Example Chrony Configuration for NTP Nodes
ntp0.axonops.com
server 0.pool.ntp.org iburst
server 1.pool.ntp.org iburst
peer ntp1.axonops.com iburst
peer ntp2.axonops.com iburst
local stratum 10
makestep 1.0 3
rtcsync
ntp1.axonops.com
server 0.pool.ntp.org iburst
server 1.pool.ntp.org iburst
peer ntp0.axonops.com iburst
peer ntp2.axonops.com iburst
local stratum 10
makestep 1.0 3
rtcsync
ntp2.axonops.com
server 0.pool.ntp.org iburst
server 1.pool.ntp.org iburst
peer ntp0.axonops.com iburst
peer ntp1.axonops.com iburst
local stratum 10
makestep 1.0 3
rtcsync
Cassandra Node Configuration Example
server ntp0.axonops.com iburst prefer
server ntp1.axonops.com iburst
server ntp2.axonops.com iburst
The prefer keyword ensures Cassandra nodes prioritize a single source of consistent reference time, while the failover nodes provide resilience.
Stratum Considerations
Each NTP server operates at a certain "stratum" level. Stratum defines how far away the server is from a reference clock (e.g., an atomic clock):
- Stratum 0: Reference clocks (e.g., GPS, atomic clocks)
- Stratum 1: Directly connected to Stratum 0 devices
- Stratum 2: Syncs from Stratum 1, and so on

For a self-managed NTP cluster, it's important to:
- Sync your internal NTP servers from reliable Stratum 1 or 2 sources
- Avoid sources with high latency or inconsistent availability
- Set a local stratum (e.g., 10) on your internal servers using local stratum 10 in chrony.conf to ensure they do not accidentally advertise themselves as more authoritative than true Stratum 1 sources
By carefully selecting upstream sources and maintaining a low stratum where appropriate, your internal cluster can maintain accuracy and avoid forming a timing feedback loop or mistakenly acting as a primary time authority.

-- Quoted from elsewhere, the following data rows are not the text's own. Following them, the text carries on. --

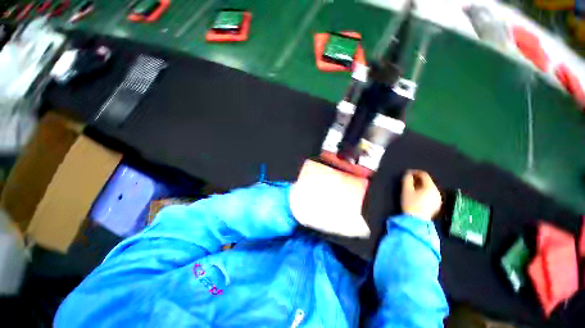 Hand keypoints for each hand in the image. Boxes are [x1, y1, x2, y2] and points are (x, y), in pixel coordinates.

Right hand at [401, 170, 441, 220]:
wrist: (416, 221)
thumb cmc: (411, 203)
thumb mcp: (406, 190)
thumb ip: (407, 180)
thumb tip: (408, 174)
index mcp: (430, 187)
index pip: (424, 174)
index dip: (415, 172)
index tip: (407, 173)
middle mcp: (437, 191)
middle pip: (428, 181)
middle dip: (418, 179)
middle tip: (409, 181)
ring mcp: (438, 199)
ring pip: (429, 188)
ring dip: (421, 186)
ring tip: (412, 188)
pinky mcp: (437, 205)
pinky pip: (431, 194)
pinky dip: (424, 192)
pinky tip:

Multi-DC Cassandra Topology Considerations
For Cassandra deployments spanning multiple data centers (DCs), time synchronization becomes even more critical. Without tight synchronization, cross-DC consistency issues can arise, especially during read repairs, hinted handoffs, or inter-DC replication.
Design Approach
- Per-DC NTP Clusters: Each data center should run its own internal three-node NTP cluster for high availability and low latency.
- Upstream Peering: Each DC's internal NTP servers should synchronize with local stratum 1 or stratum 2 public sources or regional corporate NTP servers to minimize latency and drift.
- Cross-DC Backup Syncing: Optionally, allow one node in each NTP cluster to peer with a node in a different DC as a tertiary fallback. This helps maintain consistency if the local time sources become unreliable.
- Avoid Overlap: Ensure that Cassandra nodes in DC A only reference NTP servers in DC A to avoid WAN-induced time drift.
Why This Matters
- Network Variability: Time syncing across regions can introduce high jitter due to WAN latency, which skews timestamps.
- Fault Isolation: Keeping each DC’s NTP infrastructure isolated ensures that time drift in one location doesn’t affect the rest.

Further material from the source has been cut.